Nachdem das Insolvenzgeschehen bereits seit März stark zurückgegangen ist, darf es jetzt nicht auch noch in den Winterschlaf geschickt werden, warnt der Kreditschutzverband von 1870, der mit Ende September die aktuellen Zahlen zu privaten und Unternehmensinsolvenzen zum dritten Quartal 2020 veröffentlicht hat.
"Wettbewerbsverzerrung" von ungreifbarem Ausmaß
Die Analyse der Unternehmensinsolvenzen zeigt auch nach einem weiteren Quartal post Corona-Shutdown ein unverändertes Bild: Durch Verschleppung der Insolvenzen kam es in den ersten drei Quartalen zu einem massiven Insolvenz-Rückgang von rund 32 Prozent. Die Passiva hingegen sind um über 100 Prozent auf 2,7 Milliarden gestiegen. Die daraus resultierende Konsequenz ist eine Wettbewerbsverzerrung, deren Ausmaß weiterhin nicht greifbar im Dunklen liegt. Die größte Gefahr dabei ist, dass gerade auch "gesunde Firmen" ins Verderben (mit-)gezogen werden.
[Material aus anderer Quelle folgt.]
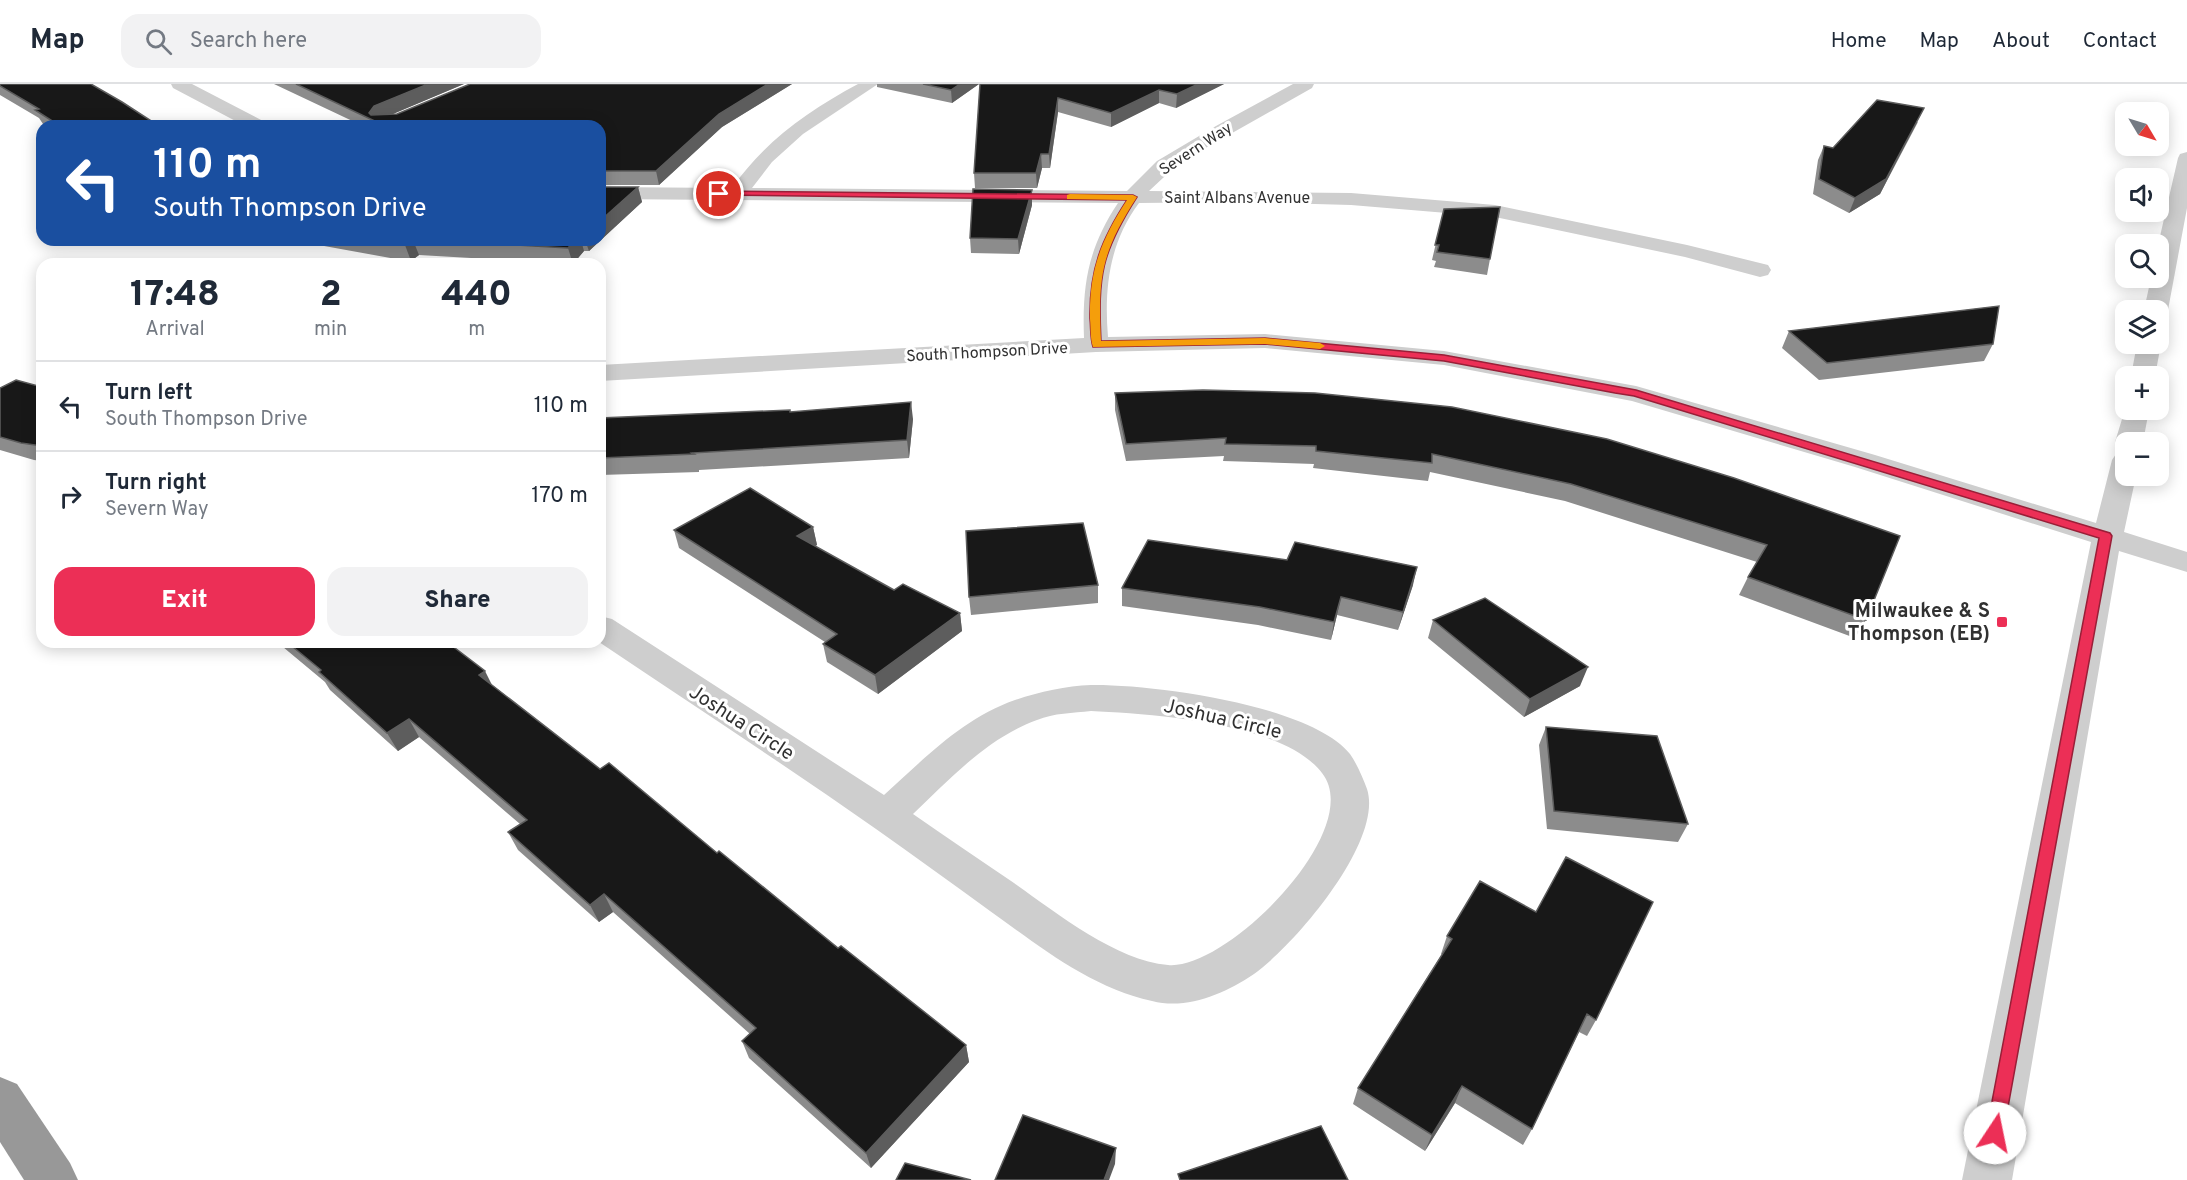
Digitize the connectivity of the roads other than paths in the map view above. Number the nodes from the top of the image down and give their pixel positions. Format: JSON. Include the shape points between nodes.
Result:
{"nodes":[{"id":1,"x":179,"y":84,"type":"edge"},
{"id":2,"x":870,"y":84,"type":"edge"},
{"id":3,"x":1306,"y":84,"type":"edge"},
{"id":4,"x":248,"y":120,"type":"edge"},
{"id":5,"x":2187,"y":163,"type":"edge"},
{"id":6,"x":606,"y":193,"type":"edge"},
{"id":7,"x":739,"y":194,"type":"junction"},
{"id":8,"x":1133,"y":197,"type":"junction"},
{"id":9,"x":1760,"y":270,"type":"dead end"},
{"id":10,"x":2158,"y":300,"type":"edge"},
{"id":11,"x":1096,"y":345,"type":"junction"},
{"id":12,"x":606,"y":373,"type":"edge"},
{"id":13,"x":2119,"y":486,"type":"edge"},
{"id":14,"x":2106,"y":536,"type":"junction"},
{"id":15,"x":2187,"y":562,"type":"edge"},
{"id":16,"x":606,"y":631,"type":"edge"},
{"id":17,"x":886,"y":816,"type":"junction"},
{"id":18,"x":0,"y":1100,"type":"edge"},
{"id":19,"x":53,"y":1180,"type":"edge"},
{"id":20,"x":1987,"y":1180,"type":"edge"}],
"edges":[{"from":1,"to":4,"type":"street"},
{"from":2,"to":7,"type":"street","via":[[823,109],[779,143]]},
{"from":3,"to":8,"type":"street","name":"Severn Way","via":[[1161,167]]},
{"from":5,"to":10,"type":"street"},
{"from":6,"to":7,"type":"street","name":"Saint Albans Avenue"},
{"from":7,"to":8,"type":"street","name":"Saint Albans Avenue"},
{"from":8,"to":9,"type":"street","name":"Saint Albans Avenue","via":[[1351,199],[1495,211]]},
{"from":8,"to":11,"type":"street","name":"Severn Way","via":[[1112,229],[1096,279]]},
{"from":11,"to":12,"type":"street","name":"South Thompson Drive"},
{"from":11,"to":14,"type":"street","name":"South Thompson Drive","via":[[1277,342],[1444,358],[1636,394]]},
{"from":13,"to":14,"type":"street"},
{"from":14,"to":15,"type":"street","name":"South Thompson Drive"},
{"from":14,"to":20,"type":"street"},
{"from":16,"to":17,"type":"street","name":"Joshua Circle"},
{"from":17,"to":17,"type":"street","name":"Joshua Circle","via":[[1045,927],[1109,965],[1140,979],[1171,986],[1208,978],[1245,956],[1317,880],[1339,846],[1351,810],[1350,791],[1336,762],[1312,743],[1279,727],[1204,710],[1091,698],[1049,703],[1010,717],[969,741]]},
{"from":18,"to":19,"type":"highway"}]}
Waren es 2019 noch 3.808 Insolvenzen, vermelden die ersten drei Quartale 2020 nur noch 2.583 Unternehmenspleiten. Dies ist ein Rückgang von 32,2 Prozent. Wird dieser Trend fortgeführt, bedeutet das auf das Jahr 2020 hochgerechnet ein Minus von rund 46 Prozent bzw. rund 1.300 Insolvenzen weniger als 2019. Dass diese Zahlen der Beweis für eine unberechenbare Ausnahmesituation ist, sieht man besonders an den betroffenen Dienstnehmern.
Obwohl es 2019 bedeutend mehr Insolvenzen gab (mit 12.200 betroffenen Dienstnehmern), haben 2020 rund 13.700 Dienstnehmer auf Grund einer Insolvenz ihre Arbeit verloren. "Die Situation am Arbeitsmarkt zeigt uns deutlich, dass die heimische Wirtschaft vor einer gesamtstrukturellen Herausforderung steht, die es in den Griff zu bekommen gilt. Der erster Schritt sollte hier die Rückkehr zu dem bewährten österreichischen Insolvenzwesen sein" so Karl-Heinz Götze, Leiter Insolvenz des Kreditschutzverband von 1870.
Die Insolvenzstatistik des KSV1870 für Unternehmen für das 1. bis 3. Quartal 2020 im Detail finden Sie hier.
Corona-Maßnahmen nach dem Gießkannen-Prinzip
Die skizzierte Situation hat die österreichische Wirtschaft den sogenannten "Corona-Maßnahmen" zu verdanken. Waren diese dafür gedacht Unternehmen, denen der verordnete Lockdown massiv geschadet hat, zu unterstützen, geht der Schuss nach hinten los: "Anstatt betroffene Firmen, die eine Zukunft vor sich haben, zu helfen, werden damit 'kranke' Unternehmen künstlich am Leben gehalten und ziehen damit tragischerweise auch noch gesunde Firmen ins Verderben. Durch ein Ende dieser Gießkannen-Maßnahmen könnte jedoch jetzt noch Schlimmeres verhindert werden" erklärt Götz.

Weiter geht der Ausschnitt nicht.